Feuerstein v. Bluestein
This text of 2 Mass. App. Div. 365 (Feuerstein v. Bluestein) is published on Counsel Stack Legal Research, covering Massachusetts District Court, Appellate Division primary law. Counsel Stack provides free access to over 12 million legal documents including statutes, case law, regulations, and constitutions.
Opinion
Action of contract to recover on a judgment recovered by Samuel Feuerstein against the defendant. The defendant filed a motion to dismiss on the ground that Samuel Feuerstein was dead when the action was brought and that “at that time no administrator was duly [366]*366appointed”. The plaintiff filed a motion to admit as plaintiff the administratrix of the Estate of Samuel Feuerstein, duly appointed in New Hampshire before the action was brought. The trial judge allowed the defendant’s motion to dismiss.
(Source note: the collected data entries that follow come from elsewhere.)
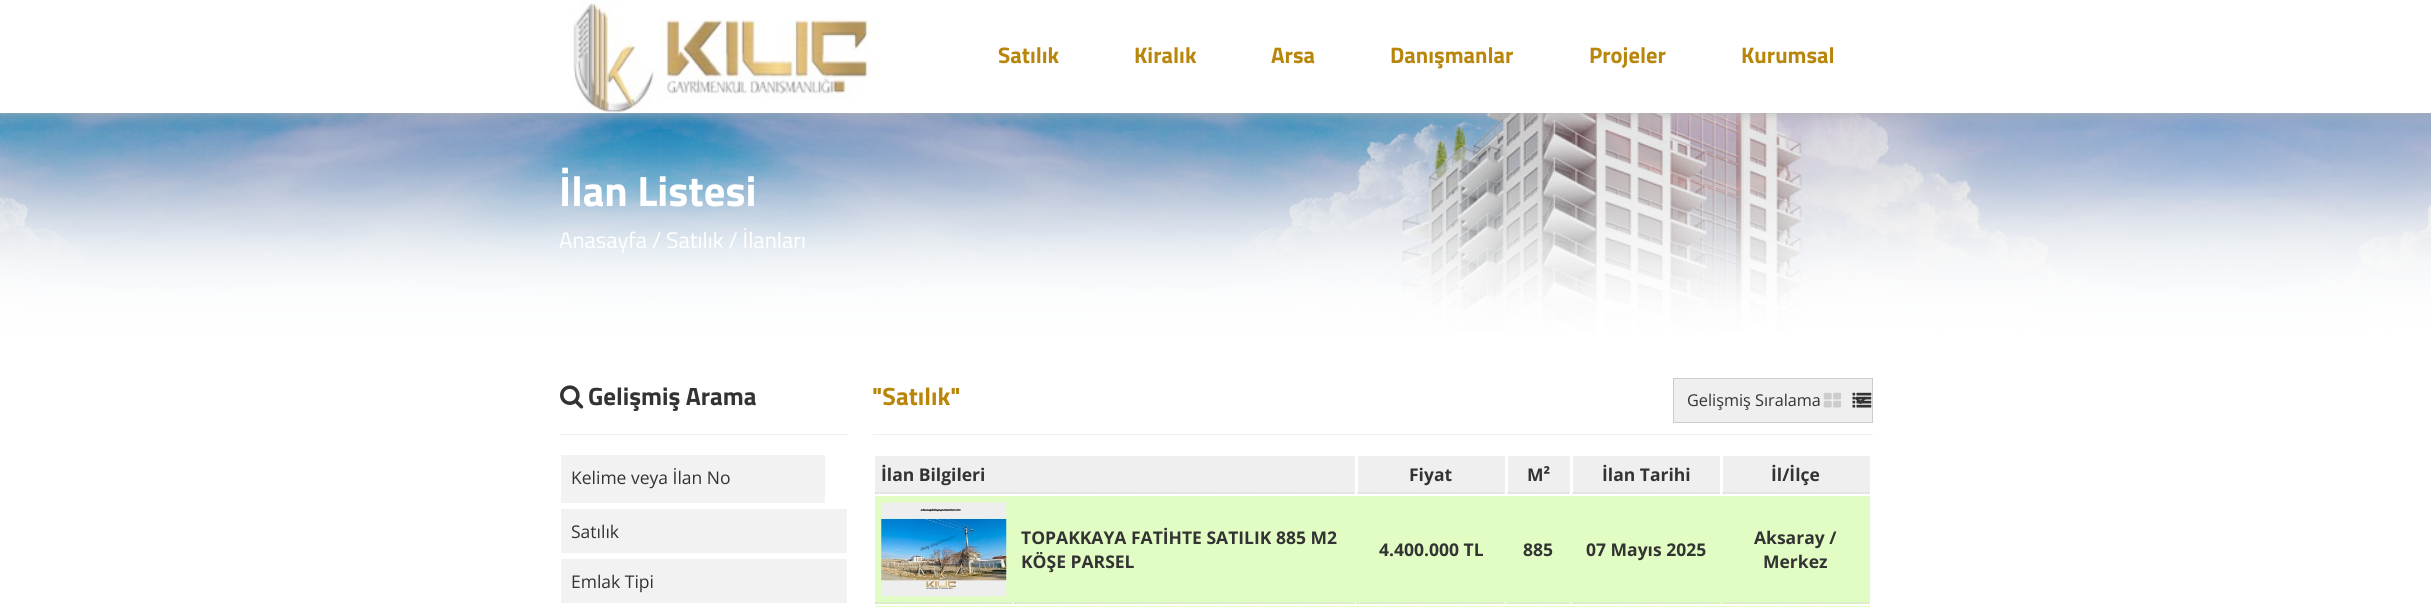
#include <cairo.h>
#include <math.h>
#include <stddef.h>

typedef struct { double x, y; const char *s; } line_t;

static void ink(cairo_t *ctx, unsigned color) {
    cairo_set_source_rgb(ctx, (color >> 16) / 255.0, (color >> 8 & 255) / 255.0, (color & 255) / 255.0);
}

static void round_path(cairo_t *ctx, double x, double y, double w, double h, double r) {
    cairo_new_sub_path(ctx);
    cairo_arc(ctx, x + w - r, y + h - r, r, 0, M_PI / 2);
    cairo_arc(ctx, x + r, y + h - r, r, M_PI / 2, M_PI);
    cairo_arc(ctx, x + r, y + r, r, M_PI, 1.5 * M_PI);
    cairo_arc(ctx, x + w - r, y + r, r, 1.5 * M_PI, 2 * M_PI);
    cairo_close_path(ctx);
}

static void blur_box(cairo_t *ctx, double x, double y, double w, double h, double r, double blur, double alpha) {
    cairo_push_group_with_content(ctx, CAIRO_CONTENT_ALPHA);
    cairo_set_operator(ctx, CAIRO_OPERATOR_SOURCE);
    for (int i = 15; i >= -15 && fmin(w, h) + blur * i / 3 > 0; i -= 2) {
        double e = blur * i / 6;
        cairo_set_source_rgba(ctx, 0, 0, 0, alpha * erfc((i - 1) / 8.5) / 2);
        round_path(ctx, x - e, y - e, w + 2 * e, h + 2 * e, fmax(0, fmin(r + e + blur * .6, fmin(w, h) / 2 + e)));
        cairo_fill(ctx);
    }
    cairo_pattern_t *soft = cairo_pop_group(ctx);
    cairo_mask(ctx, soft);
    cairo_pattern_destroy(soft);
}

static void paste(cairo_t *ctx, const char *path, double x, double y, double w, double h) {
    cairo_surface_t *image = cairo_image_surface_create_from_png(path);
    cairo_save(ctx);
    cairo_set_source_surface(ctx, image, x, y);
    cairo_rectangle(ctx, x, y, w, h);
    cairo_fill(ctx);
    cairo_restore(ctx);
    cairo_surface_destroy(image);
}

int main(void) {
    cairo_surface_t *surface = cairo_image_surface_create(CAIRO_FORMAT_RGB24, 2431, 607);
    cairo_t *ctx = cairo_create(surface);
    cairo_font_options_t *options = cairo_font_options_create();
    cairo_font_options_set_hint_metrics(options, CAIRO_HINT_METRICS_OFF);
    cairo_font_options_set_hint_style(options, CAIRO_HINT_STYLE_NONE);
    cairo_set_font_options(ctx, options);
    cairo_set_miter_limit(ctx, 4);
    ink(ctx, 0xFFFFFF);
    cairo_paint(ctx);
    paste(ctx, "media/2.png", 0, 113, 2431, 220);
    paste(ctx, "media/3.png", 0, 131, 2431, 202);
    ink(ctx, 0xB1B1B1);
    blur_box(ctx, 0, 0, 2431, 113, 0, 6, 1);
    ink(ctx, 0xFFFFFF);
    cairo_rectangle(ctx, 0, 0, 2431, 113);
    cairo_fill(ctx);
    paste(ctx, "media/1.png", 573, 0, 306, 113);
    cairo_select_font_face(ctx, "Titillium Web", CAIRO_FONT_SLANT_NORMAL, CAIRO_FONT_WEIGHT_BOLD);
    cairo_set_font_size(ctx, 22.5);
    ink(ctx, 0xB8860B);
    {
        static const line_t items[] = {
            {998, 63, "Satılık"},
            {1134, 63, "Kiralık"},
            {1271, 63, "Arsa"},
            {1390, 63, "Danışmanlar"},
            {1589, 63, "Projeler"},
            {1741, 63, "Kurumsal"},
        };
        for (size_t i = 0; i < sizeof items / sizeof *items; i++) {
            cairo_move_to(ctx, items[i].x, items[i].y);
            cairo_show_text(ctx, items[i].s);
        }
    }
    cairo_set_font_size(ctx, 42.5);
    ink(ctx, 0xFFFFFF);
    cairo_move_to(ctx, 559, 206);
    cairo_show_text(ctx, "İlan Listesi");
    cairo_select_font_face(ctx, "Titillium Web", CAIRO_FONT_SLANT_NORMAL, CAIRO_FONT_WEIGHT_NORMAL);
    cairo_set_font_size(ctx, 22.5);
    cairo_move_to(ctx, 559, 248);
    cairo_show_text(ctx, "Anasayfa / Satılık / İlanları");
    ink(ctx, 0xEEEEEE);
    cairo_rectangle(ctx, 560, 434, 288, 1);
    cairo_fill(ctx);
    paste(ctx, "media/4.png", 560, 385, 24, 24);
    cairo_select_font_face(ctx, "Titillium Web", CAIRO_FONT_SLANT_NORMAL, CAIRO_FONT_WEIGHT_BOLD);
    cairo_set_font_size(ctx, 25);
    ink(ctx, 0x333333);
    cairo_move_to(ctx, 588, 405);
    cairo_show_text(ctx, "Gelişmiş Arama");
    ink(ctx, 0xF2F2F2);
    cairo_rectangle(ctx, 561, 455, 264, 48);
    cairo_fill(ctx);
    cairo_select_font_face(ctx, "Open Sans", CAIRO_FONT_SLANT_NORMAL, CAIRO_FONT_WEIGHT_NORMAL);
    cairo_set_font_size(ctx, 17.5);
    ink(ctx, 0x333333);
    cairo_move_to(ctx, 571, 484);
    cairo_show_text(ctx, "Kelime veya İlan No");
    ink(ctx, 0xF2F2F2);
    cairo_rectangle(ctx, 561, 509, 286, 44);
    cairo_fill(ctx);
    ink(ctx, 0x333333);
    cairo_move_to(ctx, 571, 538);
    cairo_show_text(ctx, "Satılık");
    ink(ctx, 0xF2F2F2);
    cairo_rectangle(ctx, 561, 559, 286, 44);
    cairo_fill(ctx);
    ink(ctx, 0x333333);
    cairo_move_to(ctx, 571, 588);
    cairo_show_text(ctx, "Emlak Tipi");
    ink(ctx, 0xEEEEEE);
    cairo_rectangle(ctx, 873, 434, 1000, 1);
    cairo_fill(ctx);
    cairo_select_font_face(ctx, "Titillium Web", CAIRO_FONT_SLANT_NORMAL, CAIRO_FONT_WEIGHT_BOLD);
    cairo_set_font_size(ctx, 25);
    ink(ctx, 0xB8860B);
    cairo_move_to(ctx, 872, 405);
    cairo_show_text(ctx, "\"Satılık\"");
    ink(ctx, 0xEFEFEF);
    cairo_rectangle(ctx, 1673.5, 378.5, 199, 44);
    cairo_fill_preserve(ctx);
    ink(ctx, 0xCCCCCC);
    cairo_set_line_width(ctx, 1);
    cairo_stroke(ctx);
    cairo_new_path(ctx);
    cairo_move_to(ctx, 1855.5, 397.5);
    cairo_line_to(ctx, 1860.5, 402.5);
    cairo_line_to(ctx, 1865.5, 397.5);
    ink(ctx, 0x333333);
    cairo_set_line_width(ctx, 2.5);
    cairo_stroke(ctx);
    cairo_select_font_face(ctx, "Open Sans", CAIRO_FONT_SLANT_NORMAL, CAIRO_FONT_WEIGHT_NORMAL);
    cairo_set_font_size(ctx, 16.25);
    cairo_move_to(ctx, 1687, 406);
    cairo_show_text(ctx, "Gelişmiş Sıralama");
    paste(ctx, "media/5.png", 1823, 392, 19, 16);
    paste(ctx, "media/6.png", 1852, 392, 20, 16);
    ink(ctx, 0xEFEFEF);
    cairo_rectangle(ctx, 875, 456, 480, 38);
    cairo_fill(ctx);
    cairo_new_path(ctx);
    cairo_move_to(ctx, 875, 493);
    cairo_line_to(ctx, 1355, 493);
    ink(ctx, 0xCCCCCC);
    cairo_set_line_width(ctx, 1.2);
    cairo_set_dash(ctx, (double[]){1.25, 1.25}, 2, 0);
    cairo_stroke(ctx);
    cairo_select_font_face(ctx, "Open Sans", CAIRO_FONT_SLANT_NORMAL, CAIRO_FONT_WEIGHT_BOLD);
    cairo_set_font_size(ctx, 17.5);
    ink(ctx, 0x333333);
    cairo_move_to(ctx, 881, 481);
    cairo_show_text(ctx, "İlan Bilgileri");
    ink(ctx, 0xEFEFEF);
    cairo_rectangle(ctx, 1358, 456, 147, 38);
    cairo_fill(ctx);
    cairo_new_path(ctx);
    cairo_move_to(ctx, 1357.5, 493);
    cairo_line_to(ctx, 1505, 493);
    ink(ctx, 0xCCCCCC);
    cairo_stroke(ctx);
    ink(ctx, 0x333333);
    cairo_move_to(ctx, 1409, 481);
    cairo_show_text(ctx, "Fiyat");
    ink(ctx, 0xEFEFEF);
    cairo_rectangle(ctx, 1508, 456, 62, 38);
    cairo_fill(ctx);
    cairo_new_path(ctx);
    cairo_move_to(ctx, 1507.5, 493);
    cairo_line_to(ctx, 1570, 493);
    ink(ctx, 0xCCCCCC);
    cairo_stroke(ctx);
    ink(ctx, 0x333333);
    cairo_move_to(ctx, 1527, 481);
    cairo_show_text(ctx, "M²");
    ink(ctx, 0xEFEFEF);
    cairo_rectangle(ctx, 1573, 456, 147, 38);
    cairo_fill(ctx);
    cairo_new_path(ctx);
    cairo_move_to(ctx, 1572.5, 493);
    cairo_line_to(ctx, 1720, 493);
    ink(ctx, 0xCCCCCC);
    cairo_stroke(ctx);
    ink(ctx, 0x333333);
    cairo_move_to(ctx, 1602, 481);
    cairo_show_text(ctx, "İlan Tarihi");
    ink(ctx, 0xEFEFEF);
    cairo_rectangle(ctx, 1723, 456, 147, 38);
    cairo_fill(ctx);
    cairo_new_path(ctx);
    cairo_move_to(ctx, 1722.5, 493);
    cairo_line_to(ctx, 1870, 493);
    ink(ctx, 0xCCCCCC);
    cairo_stroke(ctx);
    ink(ctx, 0x333333);
    cairo_move_to(ctx, 1771, 481);
    cairo_show_text(ctx, "İl/İlçe");
    ink(ctx, 0xE2FDC4);
    cairo_rectangle(ctx, 875, 496, 995, 108);
    cairo_fill(ctx);
    cairo_new_path(ctx);
    cairo_move_to(ctx, 875, 603);
    cairo_line_to(ctx, 1012.5, 603);
    ink(ctx, 0xCCCCCC);
    cairo_stroke(ctx);
    paste(ctx, "media/7.png", 881, 502, 126, 95);
    cairo_new_path(ctx);
    cairo_move_to(ctx, 1015, 603);
    cairo_line_to(ctx, 1355, 603);
    cairo_stroke(ctx);
    ink(ctx, 0x333333);
    cairo_move_to(ctx, 1021, 544);
    cairo_show_text(ctx, "TOPAKKAYA FATİHTE SATILIK 885 M2");
    cairo_move_to(ctx, 1021, 568);
    cairo_show_text(ctx, "KÖŞE PARSEL");
    cairo_new_path(ctx);
    cairo_move_to(ctx, 1357.5, 603);
    cairo_line_to(ctx, 1505, 603);
    ink(ctx, 0xCCCCCC);
    cairo_stroke(ctx);
    ink(ctx, 0x333333);
    cairo_move_to(ctx, 1379, 556);
    cairo_show_text(ctx, "4.400.000 TL");
    cairo_new_path(ctx);
    cairo_move_to(ctx, 1507.5, 603);
    cairo_line_to(ctx, 1570, 603);
    ink(ctx, 0xCCCCCC);
    cairo_stroke(ctx);
    ink(ctx, 0x333333);
    cairo_move_to(ctx, 1523, 556);
    cairo_show_text(ctx, "885");
    cairo_new_path(ctx);
    cairo_move_to(ctx, 1572.5, 603);
    cairo_line_to(ctx, 1720, 603);
    ink(ctx, 0xCCCCCC);
    cairo_stroke(ctx);
    ink(ctx, 0x333333);
    cairo_move_to(ctx, 1586, 556);
    cairo_show_text(ctx, "07 Mayıs 2025");
    cairo_new_path(ctx);
    cairo_move_to(ctx, 1722.5, 603);
    cairo_line_to(ctx, 1870, 603);
    ink(ctx, 0xCCCCCC);
    cairo_stroke(ctx);
    ink(ctx, 0x333333);
    cairo_move_to(ctx, 1754, 544);
    cairo_show_text(ctx, "Aksaray /");
    cairo_move_to(ctx, 1763, 568);
    cairo_show_text(ctx, "Merkez");
    ink(ctx, 0xE2FDC4);
    cairo_rectangle(ctx, 875, 606, 995, 1);
    cairo_fill(ctx);
    cairo_surface_write_to_png(surface, "image.png");
    cairo_font_options_destroy(options);
    cairo_destroy(ctx);
    cairo_surface_destroy(surface);
    return 0;
}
The defendant’s contention is that the case is controlled by the decision in Brooks v. Boston & Northern Street Railway Co., 211 Mass. 277, in which case it was held that an action begun in the name of a dead person had no legal existence and could not be revivified by bringing in by amendment an administrator appointed after the action was brought. The plaintiff contends that at the time the present action was brought there was in existence a person entitled to sue, the New Hampshire administratrix, and that therefore the case is to be distinguished from Brooks v. Boston & Northern Street Railway Co., in which there was no one entitled to sue when the writ was brought; and that this distinction makes the present case one in which the defect can be cured by the proposed amendment.
Without passing upon the correctness of the plaintiff’s argument in general, the ease must be disposed of in accordance with the decision in Brooks v. Boston & Northern Street Railway, because a New Hampshire administratrix has no standing in Massachusetts which entitles her to sue here.
There is a long line of decisions in this Commonwealth to the effect that an executor or administrator has no authority outside the jurisdiction which appoints him. Decisions directly to the effect that a foreign executor or administrator cannot sue in the Massachusetts Courts are to be found in Goodwin v. Jones, 3 Mass. 514, at 518, 530; Borden v. Borden, 5 Mass. 67 at 77; Gallup v. Gallup, 11 Metc. 445, at 447; Cassidy v. Shimmin, 122 Mass. 406, at 412. The doctrine is also enunciated in cases in which the particular issue was [367]*367only incidental. Langdon v. Potter, 11 Mass. 313, at 314, 315; Rand v. Hubbard, 4 Metc. 252, at 257; 263; Beaman v. Elliott, 10 Cush. 172, at 173; Commonwealth v. Sanford, 12 Gray 174; Low v. Bartlett, 8 Allen 259, at 265, 266; Merrill v. New England Ins. Co., 103 Mass. 245, at 248; Dearborn v. Mathes, 128 Mass. 194, at 195, 196; Bliss v. Bliss, 221 Mass. 201, at 207; Old Colony Trust Co. v. Clark, Mass. Adv. Sh. (1935) 1329, at 1335.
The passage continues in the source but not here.